Improve Infrastructure and Digitalisation: Modernising port infrastructure and integrating digital technologies are vital for improving efficiency. The inauguration of the $1.5 billion Lekki Deep Sea Port in Lagos, capable of handling 2.5 million containers annually, is a significant step forward. However, without adequate road and rail connectivity, the benefits of such investments may not be fully realised. Implementing digital solutions like blockchain for cargo tracking can also enhance transparency and reduce corruption.
Enhance Blue Economy Strategy: Developing a clear framework for sustainable ocean resource utilisation is imperative. Encouraging private investment in sectors such as shipbuilding, aquaculture, and marine research can diversify the economy and create employment opportunities. Aligning these initiatives with global best practices will ensure long-term sustainability and environmental stewardship.
Strengthen Security and Transparency: While initiatives like the Deep Blue Project have improved maritime security, ongoing efforts are needed to address piracy and other threats.
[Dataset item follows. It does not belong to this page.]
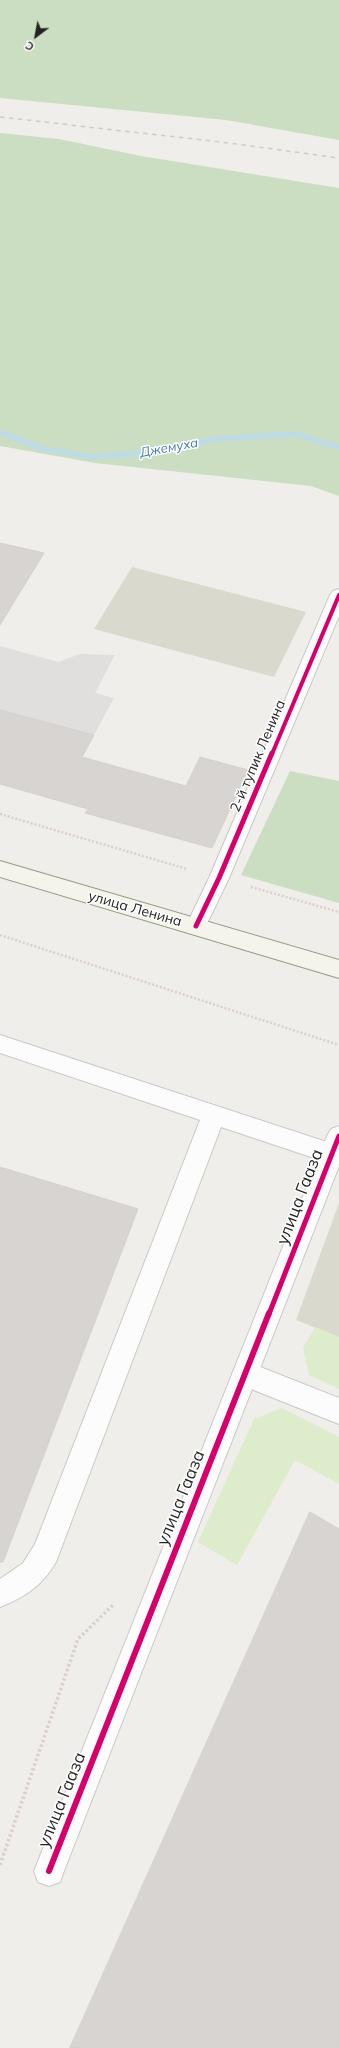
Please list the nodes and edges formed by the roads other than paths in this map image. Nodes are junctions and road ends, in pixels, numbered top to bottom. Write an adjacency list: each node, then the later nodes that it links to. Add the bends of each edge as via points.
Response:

Leveraging technology such as establishing and completing the Maritime Window Project can further enhance safety while surveillance and the implementation of transparent processes could build investor confidence in the industry.
Conclusion
Nigeria's maritime sector stands at a crossroads. With strategic reforms and investments, it has the potential to become a cornerstone of national development and a leader in the global maritime industry. Stakeholders across government, private sector, and civil society must collaborate to implement the necessary changes, ensuring that Nigeria's maritime domain contributes significantly to economic prosperity and sustainable development.
Joy Dimka is a Senior Legal Officer at the Nigerian Shippers' Council.